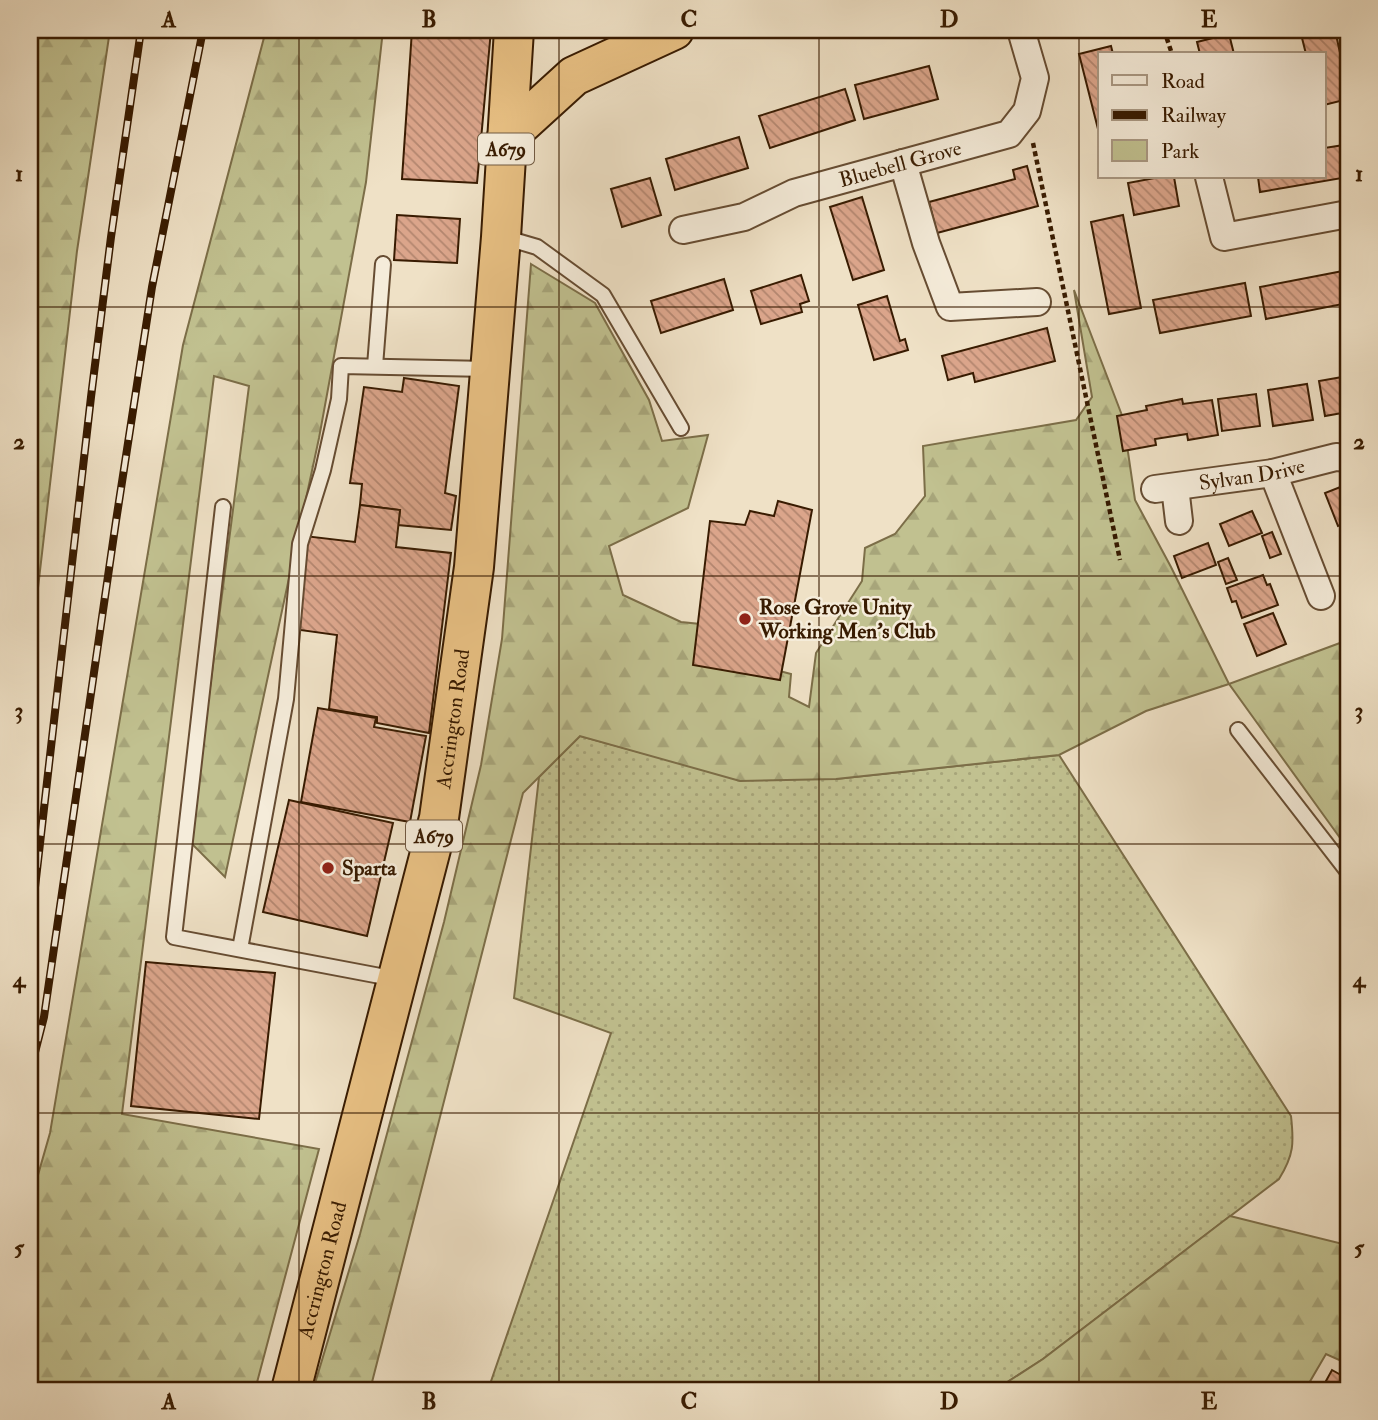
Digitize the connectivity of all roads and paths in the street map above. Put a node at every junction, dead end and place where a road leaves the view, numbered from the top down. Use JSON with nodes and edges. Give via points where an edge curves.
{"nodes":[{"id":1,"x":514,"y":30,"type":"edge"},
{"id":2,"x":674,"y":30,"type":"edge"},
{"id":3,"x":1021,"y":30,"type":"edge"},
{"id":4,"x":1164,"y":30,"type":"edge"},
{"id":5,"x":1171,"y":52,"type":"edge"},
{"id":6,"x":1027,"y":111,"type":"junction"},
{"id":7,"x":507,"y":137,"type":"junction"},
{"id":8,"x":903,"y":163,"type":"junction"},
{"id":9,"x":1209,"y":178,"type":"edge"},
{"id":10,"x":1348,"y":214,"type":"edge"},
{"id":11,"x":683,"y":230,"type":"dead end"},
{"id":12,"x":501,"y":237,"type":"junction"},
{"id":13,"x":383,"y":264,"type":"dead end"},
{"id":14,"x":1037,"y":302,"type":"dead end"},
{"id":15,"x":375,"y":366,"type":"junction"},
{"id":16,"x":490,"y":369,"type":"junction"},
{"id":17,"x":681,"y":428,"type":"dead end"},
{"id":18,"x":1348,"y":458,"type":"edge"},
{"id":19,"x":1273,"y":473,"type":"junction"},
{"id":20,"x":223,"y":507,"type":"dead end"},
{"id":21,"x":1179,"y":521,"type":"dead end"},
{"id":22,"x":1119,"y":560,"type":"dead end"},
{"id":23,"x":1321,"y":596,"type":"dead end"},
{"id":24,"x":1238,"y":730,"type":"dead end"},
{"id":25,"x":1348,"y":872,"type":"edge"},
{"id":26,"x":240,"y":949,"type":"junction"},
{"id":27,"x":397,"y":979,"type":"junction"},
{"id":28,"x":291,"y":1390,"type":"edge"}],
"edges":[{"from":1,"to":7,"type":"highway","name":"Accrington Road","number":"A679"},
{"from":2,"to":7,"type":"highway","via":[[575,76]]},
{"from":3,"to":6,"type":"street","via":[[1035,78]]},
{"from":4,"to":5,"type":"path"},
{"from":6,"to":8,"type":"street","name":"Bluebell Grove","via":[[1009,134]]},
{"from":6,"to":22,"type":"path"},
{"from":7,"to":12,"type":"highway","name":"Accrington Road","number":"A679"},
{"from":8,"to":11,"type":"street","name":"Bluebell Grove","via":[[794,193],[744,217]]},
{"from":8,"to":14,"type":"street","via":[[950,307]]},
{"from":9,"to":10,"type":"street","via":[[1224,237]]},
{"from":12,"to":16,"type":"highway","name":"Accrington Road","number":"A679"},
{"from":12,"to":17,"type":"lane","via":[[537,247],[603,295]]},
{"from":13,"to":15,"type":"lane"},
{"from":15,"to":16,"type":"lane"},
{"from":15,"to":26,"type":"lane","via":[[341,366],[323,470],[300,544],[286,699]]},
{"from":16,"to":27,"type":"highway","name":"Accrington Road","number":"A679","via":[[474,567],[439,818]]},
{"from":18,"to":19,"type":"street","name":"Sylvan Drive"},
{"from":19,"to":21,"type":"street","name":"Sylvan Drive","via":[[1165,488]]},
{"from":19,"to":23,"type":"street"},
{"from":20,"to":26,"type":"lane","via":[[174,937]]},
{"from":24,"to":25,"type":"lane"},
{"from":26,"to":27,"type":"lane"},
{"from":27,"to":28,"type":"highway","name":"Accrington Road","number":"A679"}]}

- _Your instructions_
Reprint the whole listing verbatim except for the pictures.

- _Answer section_
Digitize the connectivity of all roads and paths in the street map above. Put a node at every junction, dead end and place where a road leaves the view, numbered from the top down. Use JSON with nodes and edges. Give via points where an edge curves.
{"nodes":[{"id":1,"x":514,"y":30,"type":"edge"},
{"id":2,"x":674,"y":30,"type":"edge"},
{"id":3,"x":1021,"y":30,"type":"edge"},
{"id":4,"x":1164,"y":30,"type":"edge"},
{"id":5,"x":1171,"y":52,"type":"edge"},
{"id":6,"x":1027,"y":111,"type":"junction"},
{"id":7,"x":507,"y":137,"type":"junction"},
{"id":8,"x":903,"y":163,"type":"junction"},
{"id":9,"x":1209,"y":178,"type":"edge"},
{"id":10,"x":1348,"y":214,"type":"edge"},
{"id":11,"x":683,"y":230,"type":"dead end"},
{"id":12,"x":501,"y":237,"type":"junction"},
{"id":13,"x":383,"y":264,"type":"dead end"},
{"id":14,"x":1037,"y":302,"type":"dead end"},
{"id":15,"x":375,"y":366,"type":"junction"},
{"id":16,"x":490,"y":369,"type":"junction"},
{"id":17,"x":681,"y":428,"type":"dead end"},
{"id":18,"x":1348,"y":458,"type":"edge"},
{"id":19,"x":1273,"y":473,"type":"junction"},
{"id":20,"x":223,"y":507,"type":"dead end"},
{"id":21,"x":1179,"y":521,"type":"dead end"},
{"id":22,"x":1119,"y":560,"type":"dead end"},
{"id":23,"x":1321,"y":596,"type":"dead end"},
{"id":24,"x":1238,"y":730,"type":"dead end"},
{"id":25,"x":1348,"y":872,"type":"edge"},
{"id":26,"x":240,"y":949,"type":"junction"},
{"id":27,"x":397,"y":979,"type":"junction"},
{"id":28,"x":291,"y":1390,"type":"edge"}],
"edges":[{"from":1,"to":7,"type":"highway","name":"Accrington Road","number":"A679"},
{"from":2,"to":7,"type":"highway","via":[[575,76]]},
{"from":3,"to":6,"type":"street","via":[[1035,78]]},
{"from":4,"to":5,"type":"path"},
{"from":6,"to":8,"type":"street","name":"Bluebell Grove","via":[[1009,134]]},
{"from":6,"to":22,"type":"path"},
{"from":7,"to":12,"type":"highway","name":"Accrington Road","number":"A679"},
{"from":8,"to":11,"type":"street","name":"Bluebell Grove","via":[[794,193],[744,217]]},
{"from":8,"to":14,"type":"street","via":[[950,307]]},
{"from":9,"to":10,"type":"street","via":[[1224,237]]},
{"from":12,"to":16,"type":"highway","name":"Accrington Road","number":"A679"},
{"from":12,"to":17,"type":"lane","via":[[537,247],[603,295]]},
{"from":13,"to":15,"type":"lane"},
{"from":15,"to":16,"type":"lane"},
{"from":15,"to":26,"type":"lane","via":[[341,366],[323,470],[300,544],[286,699]]},
{"from":16,"to":27,"type":"highway","name":"Accrington Road","number":"A679","via":[[474,567],[439,818]]},
{"from":18,"to":19,"type":"street","name":"Sylvan Drive"},
{"from":19,"to":21,"type":"street","name":"Sylvan Drive","via":[[1165,488]]},
{"from":19,"to":23,"type":"street"},
{"from":20,"to":26,"type":"lane","via":[[174,937]]},
{"from":24,"to":25,"type":"lane"},
{"from":26,"to":27,"type":"lane"},
{"from":27,"to":28,"type":"highway","name":"Accrington Road","number":"A679"}]}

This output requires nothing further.